Tuesday, May 29, 2007

Truths

I'm reading this...

An article about an amazing woman Biogeochemist.

She says something about motherhood and I am thankful she said it. She was given an award and spoke about how she would spend part of it. She talks about child care. She talks about what it takes to be successful. No one talks about these things. I'm quoting the relevant paragraph here.

I will be sharing this with the young females I know entering an academic career, or any career. I am so glad to find this.

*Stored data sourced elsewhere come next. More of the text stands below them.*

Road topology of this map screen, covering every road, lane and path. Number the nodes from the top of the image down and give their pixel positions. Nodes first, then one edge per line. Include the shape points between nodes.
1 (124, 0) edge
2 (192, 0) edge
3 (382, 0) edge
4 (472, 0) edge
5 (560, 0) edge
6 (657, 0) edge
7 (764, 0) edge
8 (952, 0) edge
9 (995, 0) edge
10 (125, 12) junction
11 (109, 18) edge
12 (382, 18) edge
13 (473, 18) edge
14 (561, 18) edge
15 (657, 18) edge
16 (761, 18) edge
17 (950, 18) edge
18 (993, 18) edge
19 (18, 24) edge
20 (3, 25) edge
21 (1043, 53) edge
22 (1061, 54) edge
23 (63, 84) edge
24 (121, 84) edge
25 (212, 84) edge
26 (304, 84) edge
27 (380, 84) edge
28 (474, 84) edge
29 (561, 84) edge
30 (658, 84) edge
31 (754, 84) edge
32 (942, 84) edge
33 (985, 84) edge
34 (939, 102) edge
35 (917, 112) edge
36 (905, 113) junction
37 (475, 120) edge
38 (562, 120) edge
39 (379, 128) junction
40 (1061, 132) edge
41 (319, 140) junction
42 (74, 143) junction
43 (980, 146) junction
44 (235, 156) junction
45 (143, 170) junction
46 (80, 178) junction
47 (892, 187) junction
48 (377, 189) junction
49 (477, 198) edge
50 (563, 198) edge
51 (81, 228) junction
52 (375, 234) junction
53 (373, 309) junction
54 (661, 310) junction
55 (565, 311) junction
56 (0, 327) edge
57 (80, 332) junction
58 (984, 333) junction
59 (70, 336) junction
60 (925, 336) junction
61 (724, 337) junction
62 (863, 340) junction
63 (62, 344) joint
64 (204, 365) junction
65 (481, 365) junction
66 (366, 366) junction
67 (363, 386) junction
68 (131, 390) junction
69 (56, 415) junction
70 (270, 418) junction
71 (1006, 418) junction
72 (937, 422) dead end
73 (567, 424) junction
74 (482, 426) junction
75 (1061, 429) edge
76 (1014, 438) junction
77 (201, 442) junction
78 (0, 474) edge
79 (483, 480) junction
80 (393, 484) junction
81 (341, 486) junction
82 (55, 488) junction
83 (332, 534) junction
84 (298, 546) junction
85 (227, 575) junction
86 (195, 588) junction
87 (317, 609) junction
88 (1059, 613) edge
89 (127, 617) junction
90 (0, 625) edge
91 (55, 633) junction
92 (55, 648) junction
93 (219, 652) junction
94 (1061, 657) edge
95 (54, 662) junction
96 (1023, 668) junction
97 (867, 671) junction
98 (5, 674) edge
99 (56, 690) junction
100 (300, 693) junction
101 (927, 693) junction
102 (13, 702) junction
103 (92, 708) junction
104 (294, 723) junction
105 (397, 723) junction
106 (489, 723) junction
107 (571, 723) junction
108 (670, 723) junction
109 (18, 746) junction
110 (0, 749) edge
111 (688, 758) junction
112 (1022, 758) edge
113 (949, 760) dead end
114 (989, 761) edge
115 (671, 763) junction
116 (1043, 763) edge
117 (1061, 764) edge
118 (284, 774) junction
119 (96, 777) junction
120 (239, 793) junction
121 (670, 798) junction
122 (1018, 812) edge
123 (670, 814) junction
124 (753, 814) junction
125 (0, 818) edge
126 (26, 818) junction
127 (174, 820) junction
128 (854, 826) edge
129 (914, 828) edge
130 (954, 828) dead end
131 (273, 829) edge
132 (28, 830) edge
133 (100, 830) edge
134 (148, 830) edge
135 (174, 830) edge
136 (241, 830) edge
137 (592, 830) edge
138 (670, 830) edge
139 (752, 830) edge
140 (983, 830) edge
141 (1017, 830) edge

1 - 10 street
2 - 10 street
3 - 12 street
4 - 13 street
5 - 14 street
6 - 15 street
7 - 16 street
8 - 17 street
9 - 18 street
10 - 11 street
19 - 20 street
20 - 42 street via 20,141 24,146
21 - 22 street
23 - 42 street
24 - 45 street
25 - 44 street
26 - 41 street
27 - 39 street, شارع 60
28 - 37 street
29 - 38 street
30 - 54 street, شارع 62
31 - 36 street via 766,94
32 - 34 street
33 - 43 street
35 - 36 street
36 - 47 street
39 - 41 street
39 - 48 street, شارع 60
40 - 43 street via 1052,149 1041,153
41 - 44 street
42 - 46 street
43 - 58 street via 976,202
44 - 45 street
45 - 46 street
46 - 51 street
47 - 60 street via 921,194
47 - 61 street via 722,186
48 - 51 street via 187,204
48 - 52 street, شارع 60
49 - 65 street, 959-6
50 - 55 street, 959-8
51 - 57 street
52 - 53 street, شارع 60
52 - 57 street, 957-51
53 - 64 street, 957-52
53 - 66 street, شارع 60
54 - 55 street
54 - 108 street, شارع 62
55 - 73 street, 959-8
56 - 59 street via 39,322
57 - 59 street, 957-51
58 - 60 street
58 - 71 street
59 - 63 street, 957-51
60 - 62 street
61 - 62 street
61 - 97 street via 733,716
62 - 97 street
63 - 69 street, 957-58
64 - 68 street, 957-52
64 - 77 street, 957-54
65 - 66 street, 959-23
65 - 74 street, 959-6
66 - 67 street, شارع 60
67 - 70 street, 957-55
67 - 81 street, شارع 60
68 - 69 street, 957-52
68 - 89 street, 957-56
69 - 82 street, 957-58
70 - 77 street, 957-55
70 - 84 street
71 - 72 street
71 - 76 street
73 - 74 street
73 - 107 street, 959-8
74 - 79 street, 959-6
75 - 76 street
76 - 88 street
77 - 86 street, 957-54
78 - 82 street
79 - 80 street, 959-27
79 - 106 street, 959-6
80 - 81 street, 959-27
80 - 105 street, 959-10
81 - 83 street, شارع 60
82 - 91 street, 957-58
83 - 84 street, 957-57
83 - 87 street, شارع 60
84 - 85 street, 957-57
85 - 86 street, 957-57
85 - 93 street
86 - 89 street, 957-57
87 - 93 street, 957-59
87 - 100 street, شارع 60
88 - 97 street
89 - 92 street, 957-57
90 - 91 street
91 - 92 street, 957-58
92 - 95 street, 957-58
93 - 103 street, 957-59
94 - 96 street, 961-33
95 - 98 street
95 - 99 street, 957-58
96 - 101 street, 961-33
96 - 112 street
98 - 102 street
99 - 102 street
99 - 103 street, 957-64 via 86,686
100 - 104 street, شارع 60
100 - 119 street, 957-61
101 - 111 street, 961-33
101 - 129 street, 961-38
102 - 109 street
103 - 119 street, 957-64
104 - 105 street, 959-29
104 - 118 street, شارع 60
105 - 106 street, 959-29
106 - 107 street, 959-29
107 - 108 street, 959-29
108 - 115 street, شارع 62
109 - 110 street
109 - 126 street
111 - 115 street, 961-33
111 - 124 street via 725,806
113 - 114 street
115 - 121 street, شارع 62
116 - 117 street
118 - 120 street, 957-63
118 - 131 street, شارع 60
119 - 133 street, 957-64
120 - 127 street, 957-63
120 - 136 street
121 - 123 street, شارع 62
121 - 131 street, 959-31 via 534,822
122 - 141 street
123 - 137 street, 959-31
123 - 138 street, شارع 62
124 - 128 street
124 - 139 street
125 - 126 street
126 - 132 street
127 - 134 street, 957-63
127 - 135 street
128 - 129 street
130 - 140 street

When she wasn’t in Mexico, Matson was in Berkeley, and the constant bridge-crossing was becoming a problem for the two-academic family. By this time, Matson and Vitousek were the parents of newborn daughter Liana and son Matt. Matt had been born with cystic fibrosis, a genetic disorder that takes its biggest toll on the lungs. Doctors warned that he might not live past his teens. Although Matt, now a college freshman at Willamette University, has been remarkably healthy (she calls him her “miracle kid”), Matson was finding it difficult to juggle motherhood, research and her burgeoning role as an environmental policy adviser. After winning the no-strings-attached $260,000 MacArthur grant, Matson took some flack for telling The Scientist magazine that she planned to spend some of it on child care and taking the kids along on fieldwork. She says hiring a “third parent” allowed her and her husband “to work with focus and then be with the kids with focus.” It’s a decision—along with marrying the right guy—that she often cites when advising female students about how to balance family with academic ambition. In retrospect, she says, “A lot of women appreciated the comment, because it exposed a reality that women deal with all the time and that is such a difficult aspect of dual-career couples’ lives.”